- [Exercise objective]
All of the entries below should be printed exactly; the pictures are to be left out.

- [Input records]
....

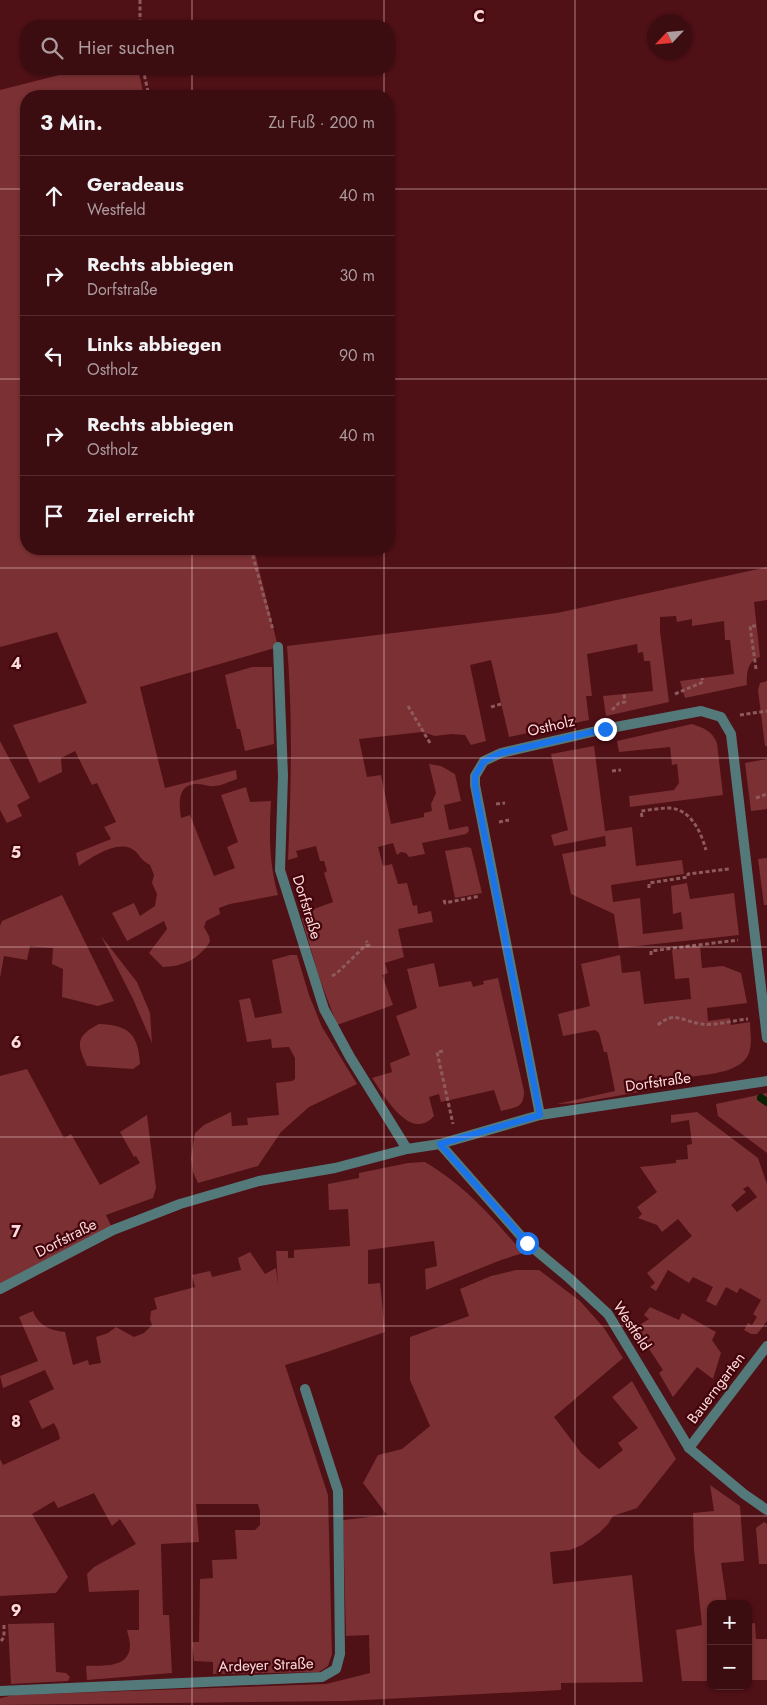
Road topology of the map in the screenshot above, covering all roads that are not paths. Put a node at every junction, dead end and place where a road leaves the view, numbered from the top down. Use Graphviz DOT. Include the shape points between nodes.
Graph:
graph roads {
  1 [pos="278,647"];
  2 [pos="767,1038"];
  3 [pos="767,1080"];
  4 [pos="540,1115"];
  5 [pos="440,1144"];
  6 [pos="407,1150"];
  7 [pos="0,1289"];
  8 [pos="767,1346"];
  9 [pos="305,1389"];
  10 [pos="689,1448"];
  11 [pos="767,1510"];
  12 [pos="0,1691"];
  1 -- 6 [label="street, Dorfstraße" via="283,776 280,870 324,1009"];
  2 -- 4 [label="street, Ostholz" via="732,734 721,717 701,711 501,753 484,761 475,776 475,785"];
  3 -- 4 [label="street, Dorfstraße"];
  4 -- 5 [label="street, Dorfstraße"];
  5 -- 6 [label="street, Dorfstraße"];
  5 -- 10 [label="street, Westfeld" via="527,1243 608,1314"];
  6 -- 7 [label="street, Dorfstraße" via="335,1168 259,1181 180,1204 113,1230"];
  8 -- 10 [label="street, Bauerngarten"];
  9 -- 12 [label="street, Ardeyer Straße" via="338,1491 340,1654 336,1668 322,1677"];
  10 -- 11 [label="street, Westfeld"];
}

....

- [Solved exercise]
Road topology of the map in the screenshot above, covering all roads that are not paths. Put a node at every junction, dead end and place where a road leaves the view, numbered from the top down. Use Graphviz DOT. Include the shape points between nodes.
Graph:
graph roads {
  1 [pos="278,647"];
  2 [pos="767,1038"];
  3 [pos="767,1080"];
  4 [pos="540,1115"];
  5 [pos="440,1144"];
  6 [pos="407,1150"];
  7 [pos="0,1289"];
  8 [pos="767,1346"];
  9 [pos="305,1389"];
  10 [pos="689,1448"];
  11 [pos="767,1510"];
  12 [pos="0,1691"];
  1 -- 6 [label="street, Dorfstraße" via="283,776 280,870 324,1009"];
  2 -- 4 [label="street, Ostholz" via="732,734 721,717 701,711 501,753 484,761 475,776 475,785"];
  3 -- 4 [label="street, Dorfstraße"];
  4 -- 5 [label="street, Dorfstraße"];
  5 -- 6 [label="street, Dorfstraße"];
  5 -- 10 [label="street, Westfeld" via="527,1243 608,1314"];
  6 -- 7 [label="street, Dorfstraße" via="335,1168 259,1181 180,1204 113,1230"];
  8 -- 10 [label="street, Bauerngarten"];
  9 -- 12 [label="street, Ardeyer Straße" via="338,1491 340,1654 336,1668 322,1677"];
  10 -- 11 [label="street, Westfeld"];
}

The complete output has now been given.